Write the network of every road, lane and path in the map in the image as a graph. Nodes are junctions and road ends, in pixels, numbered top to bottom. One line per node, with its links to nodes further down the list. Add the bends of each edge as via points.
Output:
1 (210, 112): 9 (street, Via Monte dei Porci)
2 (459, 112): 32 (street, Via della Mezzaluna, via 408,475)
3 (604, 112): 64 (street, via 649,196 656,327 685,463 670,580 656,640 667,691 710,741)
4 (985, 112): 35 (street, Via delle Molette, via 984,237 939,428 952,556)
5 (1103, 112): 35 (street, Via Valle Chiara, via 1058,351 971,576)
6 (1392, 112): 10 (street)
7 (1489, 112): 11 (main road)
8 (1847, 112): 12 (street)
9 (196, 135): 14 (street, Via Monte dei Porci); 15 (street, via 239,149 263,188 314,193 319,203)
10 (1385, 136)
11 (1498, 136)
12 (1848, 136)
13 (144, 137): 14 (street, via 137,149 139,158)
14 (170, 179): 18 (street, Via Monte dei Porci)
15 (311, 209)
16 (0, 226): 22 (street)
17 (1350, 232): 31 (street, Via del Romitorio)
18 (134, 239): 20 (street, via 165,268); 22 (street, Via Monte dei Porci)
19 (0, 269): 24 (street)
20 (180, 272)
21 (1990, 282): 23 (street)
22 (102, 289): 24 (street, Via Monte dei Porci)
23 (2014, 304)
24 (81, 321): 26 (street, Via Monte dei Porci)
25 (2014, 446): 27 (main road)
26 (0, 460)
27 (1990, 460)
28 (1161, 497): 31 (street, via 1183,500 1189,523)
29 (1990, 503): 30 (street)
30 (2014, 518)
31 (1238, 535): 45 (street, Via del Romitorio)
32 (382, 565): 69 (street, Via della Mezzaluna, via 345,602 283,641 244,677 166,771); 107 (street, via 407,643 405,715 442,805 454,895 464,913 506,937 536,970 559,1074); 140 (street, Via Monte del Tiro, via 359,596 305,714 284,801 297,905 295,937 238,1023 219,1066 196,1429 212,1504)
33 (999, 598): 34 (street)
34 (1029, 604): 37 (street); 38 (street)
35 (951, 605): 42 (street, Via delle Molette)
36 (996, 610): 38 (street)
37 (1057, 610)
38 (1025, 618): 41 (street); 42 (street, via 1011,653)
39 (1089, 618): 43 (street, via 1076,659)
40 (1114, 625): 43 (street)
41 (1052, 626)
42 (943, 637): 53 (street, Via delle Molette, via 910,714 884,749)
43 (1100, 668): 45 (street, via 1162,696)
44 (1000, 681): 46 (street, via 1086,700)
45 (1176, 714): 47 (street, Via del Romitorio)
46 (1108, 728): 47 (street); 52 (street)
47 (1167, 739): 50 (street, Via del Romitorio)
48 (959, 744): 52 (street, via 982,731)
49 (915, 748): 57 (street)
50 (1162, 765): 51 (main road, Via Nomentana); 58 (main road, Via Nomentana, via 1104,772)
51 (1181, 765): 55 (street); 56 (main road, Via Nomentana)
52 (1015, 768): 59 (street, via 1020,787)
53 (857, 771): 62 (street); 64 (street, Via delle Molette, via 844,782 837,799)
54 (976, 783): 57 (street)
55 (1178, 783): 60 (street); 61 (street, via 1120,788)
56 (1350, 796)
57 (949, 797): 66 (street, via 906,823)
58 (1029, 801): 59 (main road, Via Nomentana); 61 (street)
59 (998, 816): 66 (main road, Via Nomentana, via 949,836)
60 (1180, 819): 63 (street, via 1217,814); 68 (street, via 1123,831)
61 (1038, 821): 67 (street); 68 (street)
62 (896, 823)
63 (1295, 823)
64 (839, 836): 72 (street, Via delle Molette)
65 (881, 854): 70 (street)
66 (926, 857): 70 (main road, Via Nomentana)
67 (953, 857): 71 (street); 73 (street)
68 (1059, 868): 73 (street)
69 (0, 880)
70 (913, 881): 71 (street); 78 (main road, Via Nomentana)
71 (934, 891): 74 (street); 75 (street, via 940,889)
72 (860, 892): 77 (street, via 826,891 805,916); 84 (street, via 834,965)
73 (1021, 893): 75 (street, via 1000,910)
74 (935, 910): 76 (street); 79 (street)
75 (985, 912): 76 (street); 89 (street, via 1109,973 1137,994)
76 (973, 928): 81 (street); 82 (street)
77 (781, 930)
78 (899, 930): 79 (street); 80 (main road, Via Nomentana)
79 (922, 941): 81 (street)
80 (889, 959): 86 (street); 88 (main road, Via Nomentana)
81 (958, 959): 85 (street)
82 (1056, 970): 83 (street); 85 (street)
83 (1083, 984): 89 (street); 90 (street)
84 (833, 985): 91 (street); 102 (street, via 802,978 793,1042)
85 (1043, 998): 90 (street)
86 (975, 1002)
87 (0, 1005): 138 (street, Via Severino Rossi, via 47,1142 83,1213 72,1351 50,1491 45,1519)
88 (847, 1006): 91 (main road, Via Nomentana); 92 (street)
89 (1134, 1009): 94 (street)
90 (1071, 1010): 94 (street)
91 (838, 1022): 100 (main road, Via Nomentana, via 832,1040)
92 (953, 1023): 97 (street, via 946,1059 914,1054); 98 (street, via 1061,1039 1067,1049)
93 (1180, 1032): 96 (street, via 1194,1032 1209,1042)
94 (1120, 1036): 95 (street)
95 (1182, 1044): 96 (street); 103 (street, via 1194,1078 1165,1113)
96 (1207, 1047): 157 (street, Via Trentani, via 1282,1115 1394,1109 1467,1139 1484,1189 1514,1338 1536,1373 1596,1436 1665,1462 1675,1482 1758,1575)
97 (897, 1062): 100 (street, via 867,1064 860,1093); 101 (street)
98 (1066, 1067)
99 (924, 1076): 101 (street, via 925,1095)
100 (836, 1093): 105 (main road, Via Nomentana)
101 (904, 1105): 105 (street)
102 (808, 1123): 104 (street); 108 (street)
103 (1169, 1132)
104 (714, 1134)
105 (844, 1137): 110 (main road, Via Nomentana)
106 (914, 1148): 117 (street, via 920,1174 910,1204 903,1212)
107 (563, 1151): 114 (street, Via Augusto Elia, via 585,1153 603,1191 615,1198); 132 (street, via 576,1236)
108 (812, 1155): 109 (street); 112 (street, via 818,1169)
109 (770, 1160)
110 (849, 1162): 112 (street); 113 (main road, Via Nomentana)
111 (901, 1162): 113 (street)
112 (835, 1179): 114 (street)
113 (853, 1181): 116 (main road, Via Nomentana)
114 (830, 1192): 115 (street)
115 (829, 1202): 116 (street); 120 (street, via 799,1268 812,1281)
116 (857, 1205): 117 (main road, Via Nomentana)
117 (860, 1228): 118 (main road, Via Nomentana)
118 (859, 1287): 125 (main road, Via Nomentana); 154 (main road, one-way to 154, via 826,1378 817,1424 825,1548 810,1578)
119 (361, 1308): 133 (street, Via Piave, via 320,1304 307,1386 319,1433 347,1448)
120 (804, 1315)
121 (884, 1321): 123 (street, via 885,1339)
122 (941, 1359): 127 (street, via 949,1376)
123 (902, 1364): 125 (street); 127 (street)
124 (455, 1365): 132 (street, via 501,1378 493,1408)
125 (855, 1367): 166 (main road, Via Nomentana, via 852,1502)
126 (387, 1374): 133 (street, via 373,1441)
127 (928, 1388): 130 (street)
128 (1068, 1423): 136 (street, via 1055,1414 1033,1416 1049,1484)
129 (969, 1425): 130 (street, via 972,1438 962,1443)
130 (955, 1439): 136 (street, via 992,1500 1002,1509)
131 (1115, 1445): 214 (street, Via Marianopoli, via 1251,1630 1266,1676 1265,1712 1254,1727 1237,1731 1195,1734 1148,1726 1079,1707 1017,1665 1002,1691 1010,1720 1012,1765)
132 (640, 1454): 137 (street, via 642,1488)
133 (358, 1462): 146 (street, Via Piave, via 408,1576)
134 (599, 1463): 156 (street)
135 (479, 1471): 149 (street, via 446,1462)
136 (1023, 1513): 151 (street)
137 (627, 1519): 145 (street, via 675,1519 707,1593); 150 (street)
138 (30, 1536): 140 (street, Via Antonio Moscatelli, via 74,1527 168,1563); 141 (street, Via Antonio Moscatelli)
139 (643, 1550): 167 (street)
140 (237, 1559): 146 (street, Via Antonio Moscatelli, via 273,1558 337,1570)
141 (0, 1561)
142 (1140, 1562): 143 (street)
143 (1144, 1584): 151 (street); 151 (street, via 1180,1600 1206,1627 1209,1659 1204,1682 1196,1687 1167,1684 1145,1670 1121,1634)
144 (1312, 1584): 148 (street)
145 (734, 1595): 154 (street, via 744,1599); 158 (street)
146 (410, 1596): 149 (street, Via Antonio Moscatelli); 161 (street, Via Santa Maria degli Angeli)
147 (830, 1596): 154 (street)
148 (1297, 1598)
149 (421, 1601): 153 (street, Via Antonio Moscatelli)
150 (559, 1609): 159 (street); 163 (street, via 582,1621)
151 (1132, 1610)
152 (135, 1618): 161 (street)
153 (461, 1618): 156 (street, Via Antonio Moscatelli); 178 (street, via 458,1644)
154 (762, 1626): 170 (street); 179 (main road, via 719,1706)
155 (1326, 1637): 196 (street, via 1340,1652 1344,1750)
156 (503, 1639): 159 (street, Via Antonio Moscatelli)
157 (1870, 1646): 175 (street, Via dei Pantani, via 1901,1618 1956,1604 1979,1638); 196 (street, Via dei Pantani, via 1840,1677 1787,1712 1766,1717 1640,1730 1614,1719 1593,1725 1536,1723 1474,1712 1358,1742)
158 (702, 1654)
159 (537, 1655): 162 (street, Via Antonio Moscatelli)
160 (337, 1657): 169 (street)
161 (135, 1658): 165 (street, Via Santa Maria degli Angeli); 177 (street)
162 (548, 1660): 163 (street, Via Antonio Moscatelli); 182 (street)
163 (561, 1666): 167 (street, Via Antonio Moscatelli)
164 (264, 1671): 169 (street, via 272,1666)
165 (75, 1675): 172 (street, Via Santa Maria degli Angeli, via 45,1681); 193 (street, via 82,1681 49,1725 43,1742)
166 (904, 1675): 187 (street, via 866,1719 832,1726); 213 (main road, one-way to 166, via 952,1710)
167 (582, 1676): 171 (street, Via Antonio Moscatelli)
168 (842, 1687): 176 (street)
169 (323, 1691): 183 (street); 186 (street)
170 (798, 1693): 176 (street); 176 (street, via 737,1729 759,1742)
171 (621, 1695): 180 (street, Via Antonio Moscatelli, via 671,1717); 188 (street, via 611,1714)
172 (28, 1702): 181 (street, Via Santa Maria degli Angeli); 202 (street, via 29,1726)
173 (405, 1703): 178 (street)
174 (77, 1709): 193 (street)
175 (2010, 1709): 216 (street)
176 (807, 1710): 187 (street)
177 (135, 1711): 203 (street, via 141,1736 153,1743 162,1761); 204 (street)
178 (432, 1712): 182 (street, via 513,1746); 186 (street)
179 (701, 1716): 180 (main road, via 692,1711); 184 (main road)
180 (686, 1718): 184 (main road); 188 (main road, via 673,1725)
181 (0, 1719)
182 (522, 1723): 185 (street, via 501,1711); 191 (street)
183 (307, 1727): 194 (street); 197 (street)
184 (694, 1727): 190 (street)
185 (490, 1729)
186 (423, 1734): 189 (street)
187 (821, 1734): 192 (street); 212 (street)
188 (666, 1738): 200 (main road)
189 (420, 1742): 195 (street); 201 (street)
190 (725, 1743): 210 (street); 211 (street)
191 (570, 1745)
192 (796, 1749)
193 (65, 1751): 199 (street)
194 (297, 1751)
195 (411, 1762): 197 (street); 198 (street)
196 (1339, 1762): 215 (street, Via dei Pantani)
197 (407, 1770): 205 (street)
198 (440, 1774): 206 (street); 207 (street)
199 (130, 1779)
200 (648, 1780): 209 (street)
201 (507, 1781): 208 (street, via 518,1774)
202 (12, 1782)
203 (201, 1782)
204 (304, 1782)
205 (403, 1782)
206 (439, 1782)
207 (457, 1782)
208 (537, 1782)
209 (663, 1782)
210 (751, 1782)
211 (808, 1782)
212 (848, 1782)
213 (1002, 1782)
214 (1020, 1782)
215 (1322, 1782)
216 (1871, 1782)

★ ★ ★ ★ ★ ★ ★

_TASK OBJECTIVE_. Please return each line of the data above in which the word "Pantani" occurs.

_RESULT FOR THIS TASK_.
157 (1870, 1646): 175 (street, Via dei Pantani, via 1901,1618 1956,1604 1979,1638); 196 (street, Via dei Pantani, via 1840,1677 1787,1712 1766,1717 1640,1730 1614,1719 1593,1725 1536,1723 1474,1712 1358,1742)
196 (1339, 1762): 215 (street, Via dei Pantani)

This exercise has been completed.